*** Opening of Records shown ***

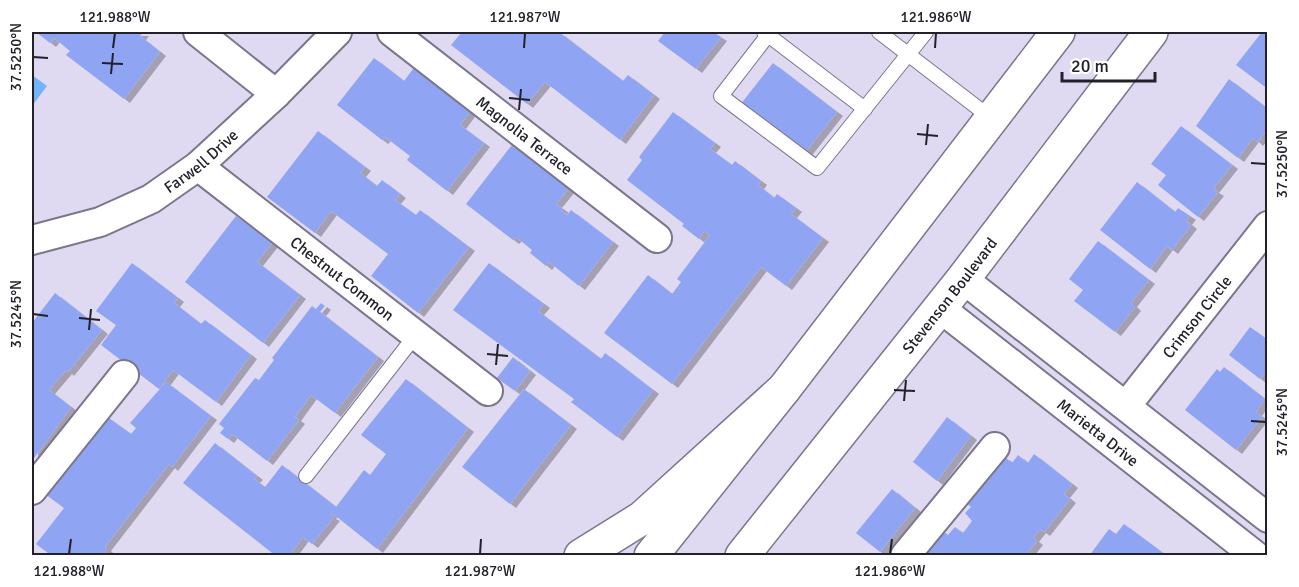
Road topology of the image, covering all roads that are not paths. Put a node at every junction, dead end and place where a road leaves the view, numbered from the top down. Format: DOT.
graph roads {
  1 [pos="198,32"];
  2 [pos="337,32"];
  3 [pos="392,32"];
  4 [pos="879,32"];
  5 [pos="926,32"];
  6 [pos="1058,32"];
  7 [pos="1151,32"];
  8 [pos="766,33"];
  9 [pos="908,54"];
  10 [pos="276,94"];
  11 [pos="865,109"];
  12 [pos="991,118"];
  13 [pos="198,166"];
  14 [pos="1268,226"];
  15 [pos="657,238"];
  16 [pos="32,240"];
  17 [pos="963,279"];
  18 [pos="939,308"];
  19 [pos="415,336"];
  20 [pos="124,375"];
  21 [pos="784,389"];
  22 [pos="488,391"];
  23 [pos="1126,406"];
  24 [pos="995,447"];
  25 [pos="306,476"];
  26 [pos="32,490"];
  27 [pos="1268,518"];
  28 [pos="581,555"];
  29 [pos="651,555"];
  30 [pos="742,555"];
  31 [pos="905,555"];
  32 [pos="1256,555"];
  1 -- 10 [label="street"];
  2 -- 10 [label="street, Farwell Drive"];
  3 -- 15 [label="street, Magnolia Terrace"];
  4 -- 9 [label="lane"];
  5 -- 9 [label="lane"];
  6 -- 12 [label="main road"];
  7 -- 17 [label="main road, Stevenson Boulevard"];
  8 -- 11 [label="lane"];
  8 -- 11 [label="lane"];
  9 -- 11 [label="lane"];
  9 -- 12 [label="lane"];
  10 -- 13 [label="street, Farwell Drive"];
  12 -- 21 [label="main road"];
  13 -- 16 [label="street, Farwell Drive"];
  13 -- 19 [label="street, Chestnut Common"];
  14 -- 23 [label="street, Crimson Circle"];
  17 -- 18 [label="main road, Stevenson Boulevard"];
  17 -- 23 [label="street"];
  18 -- 30 [label="main road, Stevenson Boulevard"];
  18 -- 32 [label="street, Marietta Drive"];
  19 -- 22 [label="street, Chestnut Common"];
  19 -- 25 [label="lane"];
  20 -- 26 [label="street"];
  21 -- 28 [label="main road"];
  21 -- 29 [label="main road"];
  23 -- 27 [label="street"];
  24 -- 31 [label="street"];
}
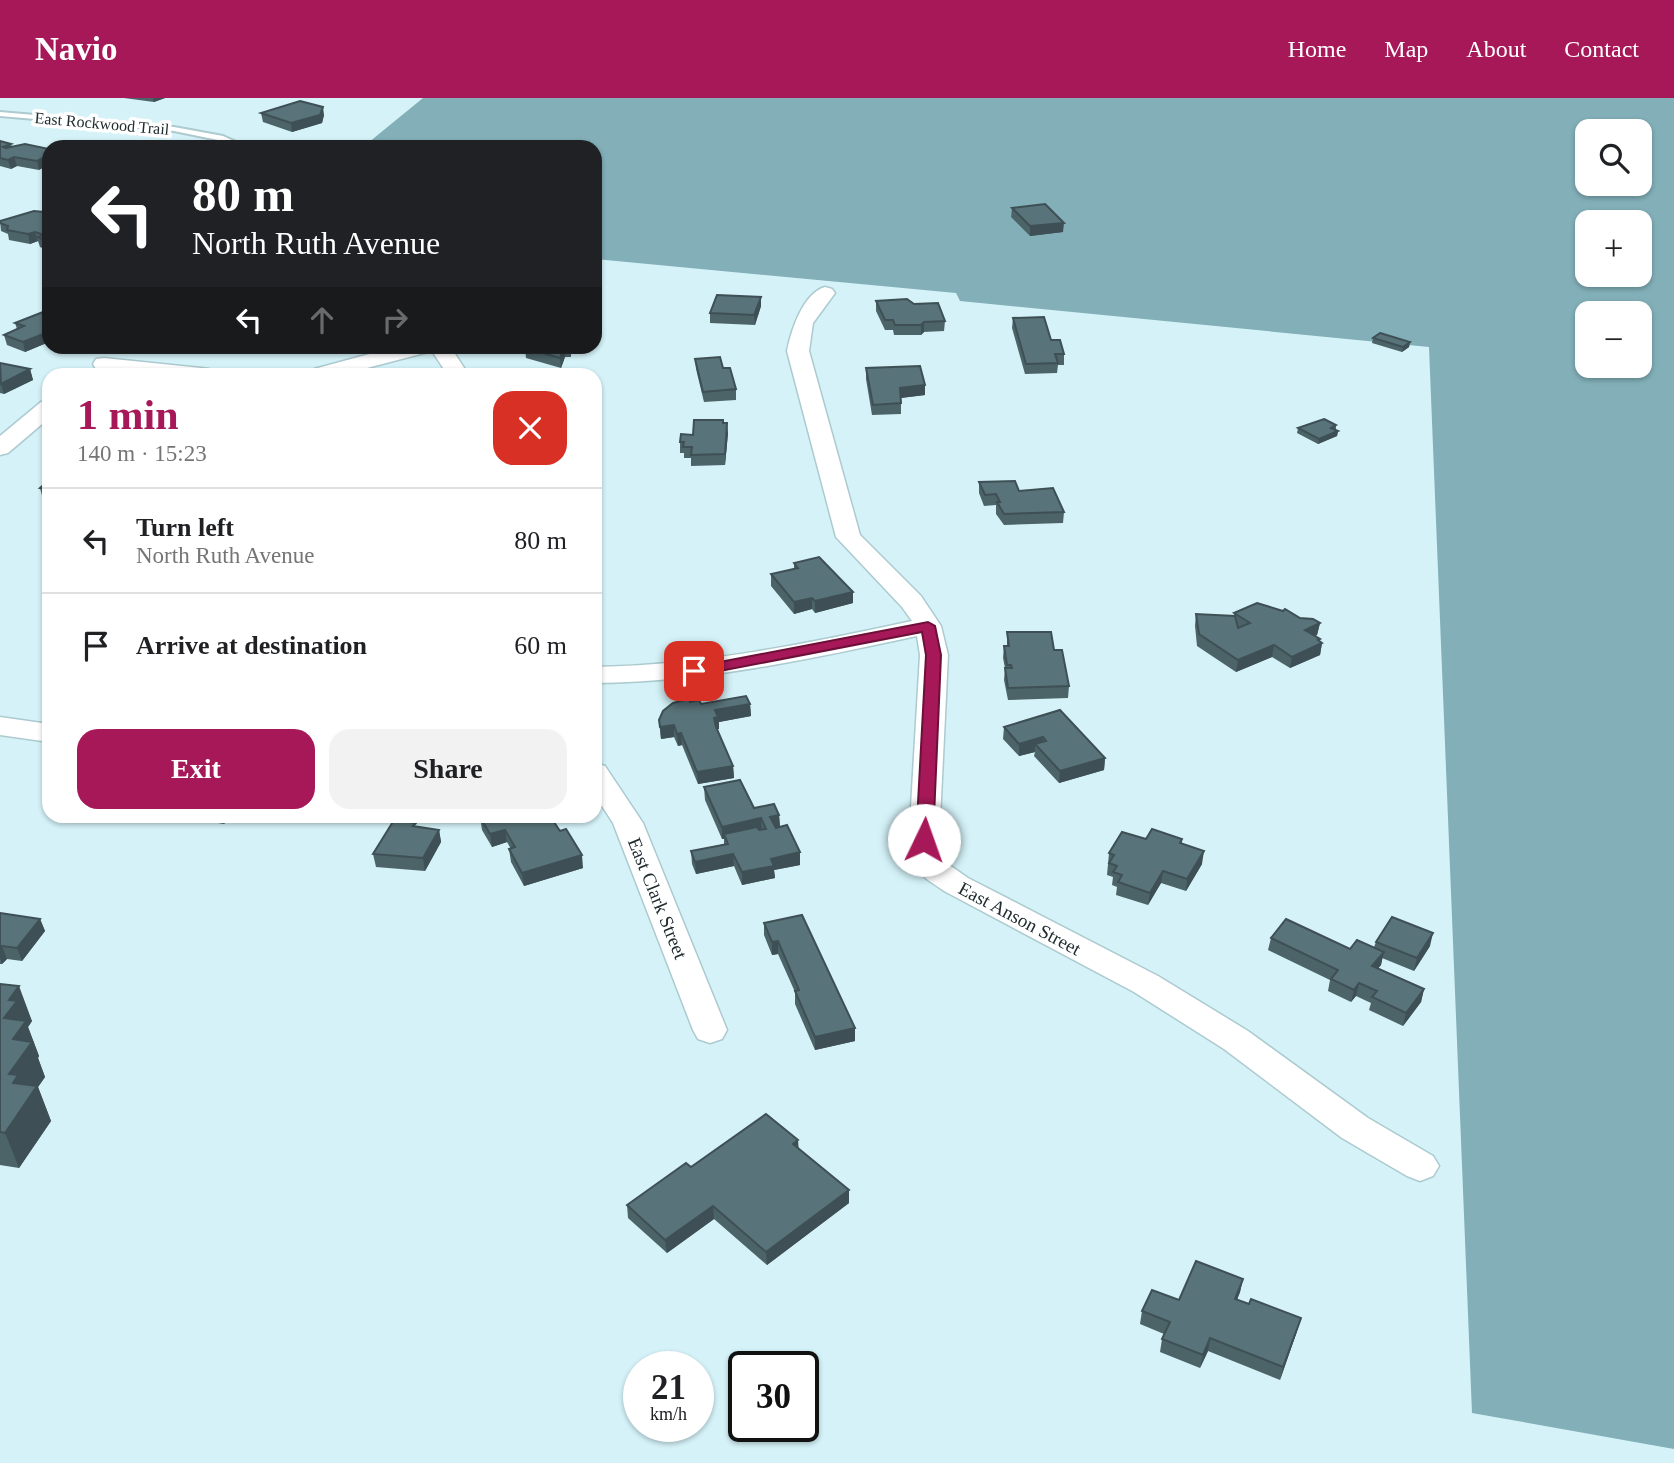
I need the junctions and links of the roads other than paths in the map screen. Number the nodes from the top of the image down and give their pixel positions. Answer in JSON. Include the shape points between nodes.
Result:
{"nodes":[{"id":1,"x":0,"y":114,"type":"edge"},
{"id":2,"x":225,"y":140,"type":"edge"},
{"id":3,"x":825,"y":293,"type":"dead end"},
{"id":4,"x":115,"y":354,"type":"edge"},
{"id":5,"x":396,"y":354,"type":"edge"},
{"id":6,"x":98,"y":368,"type":"edge"},
{"id":7,"x":344,"y":368,"type":"edge"},
{"id":8,"x":42,"y":413,"type":"edge"},
{"id":9,"x":0,"y":425,"type":"edge"},
{"id":10,"x":23,"y":428,"type":"junction"},
{"id":11,"x":0,"y":448,"type":"edge"},
{"id":12,"x":928,"y":626,"type":"junction"},
{"id":13,"x":602,"y":675,"type":"edge"},
{"id":14,"x":0,"y":726,"type":"edge"},
{"id":15,"x":42,"y":732,"type":"edge"},
{"id":16,"x":602,"y":783,"type":"edge"},
{"id":17,"x":710,"y":1030,"type":"dead end"},
{"id":18,"x":1420,"y":1166,"type":"dead end"}],
"edges":[{"from":1,"to":2,"type":"lane","name":"East Rockwood Trail","via":[[174,130]]},
{"from":3,"to":12,"type":"street","name":"East Anson Street","via":[[803,323],[798,351],[848,537],[912,602]]},
{"from":4,"to":6,"type":"street"},
{"from":5,"to":7,"type":"street"},
{"from":8,"to":10,"type":"street"},
{"from":9,"to":10,"type":"street"},
{"from":10,"to":11,"type":"street"},
{"from":12,"to":13,"type":"street","via":[[735,665]]},
{"from":12,"to":18,"type":"street","name":"East Anson Street","via":[[934,655],[924,840],[930,867],[1146,984],[1236,1041],[1355,1128]]},
{"from":14,"to":15,"type":"street"},
{"from":16,"to":17,"type":"street","name":"East Clark Street","via":[[628,822]]}]}
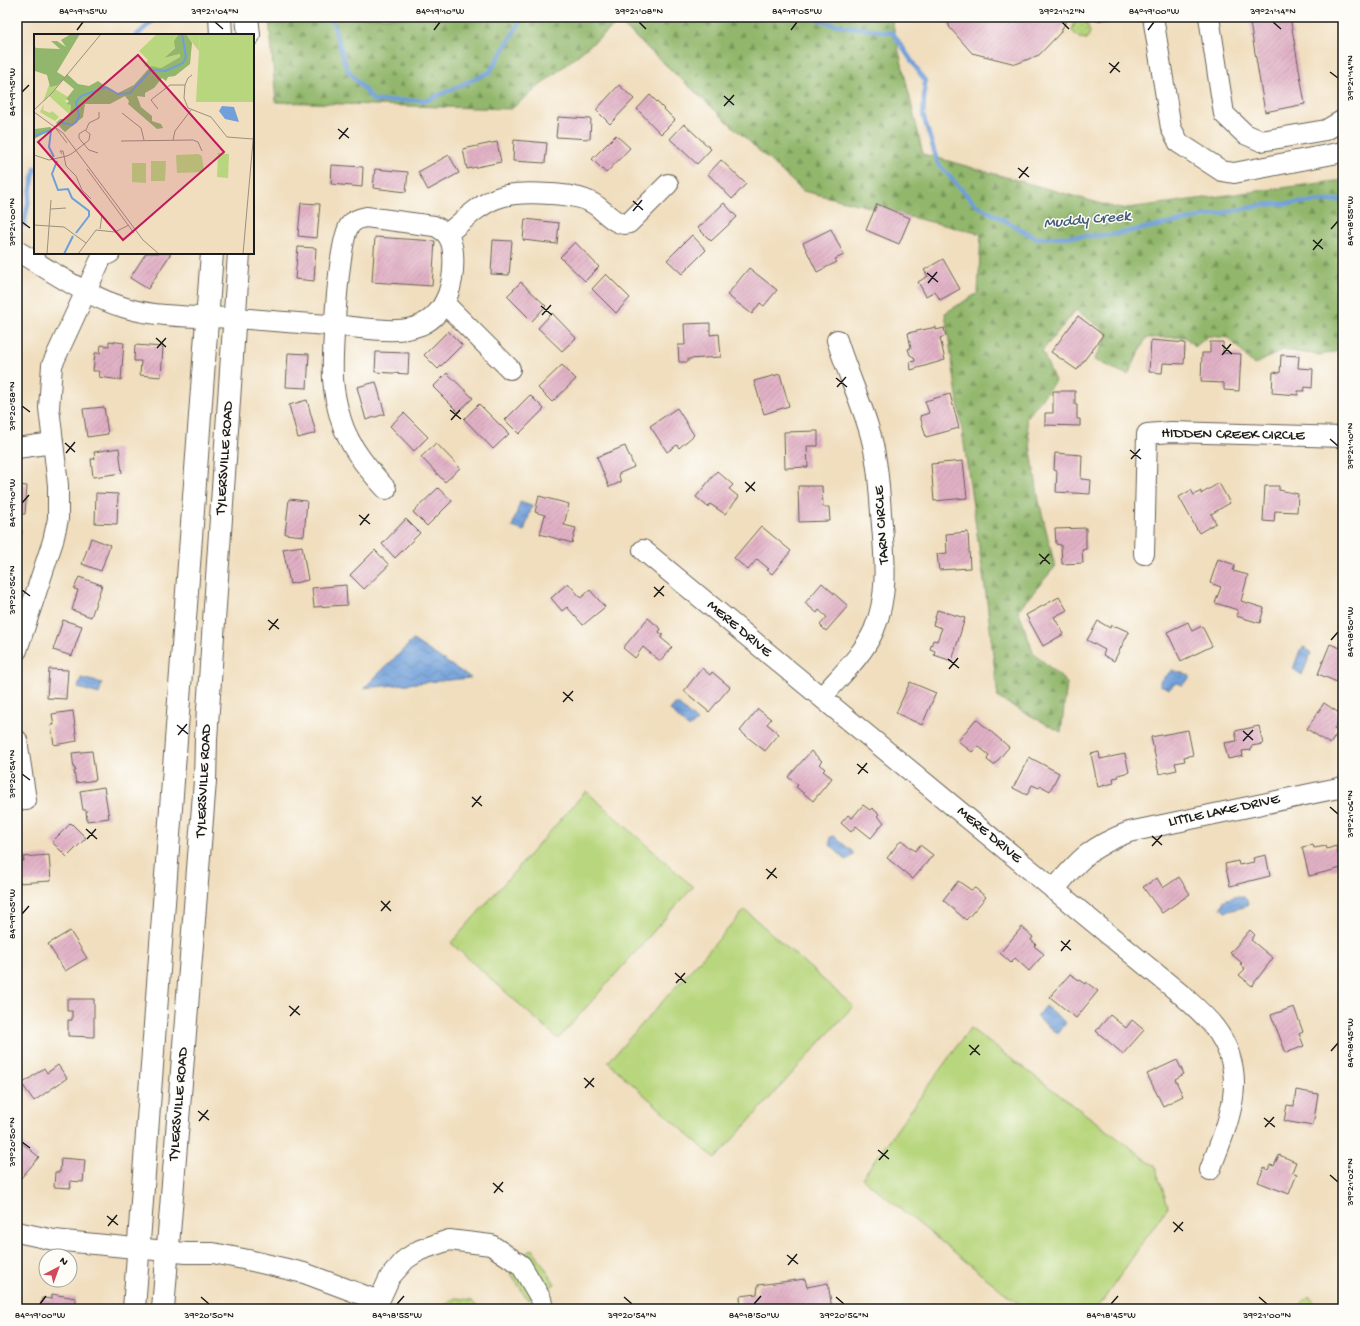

*** Close of Records shown ***

## Action item:
Which lines of the records hold the string "nodes"? Copy each one.

## Output for this task:
I need the junctions and links of the roads other than paths in the map screen. Number the nodes from the top of the image down and give their pixel positions. Answer in JSON. Include the shape points between nodes.
{"nodes":[{"id":1,"x":0,"y":114,"type":"edge"},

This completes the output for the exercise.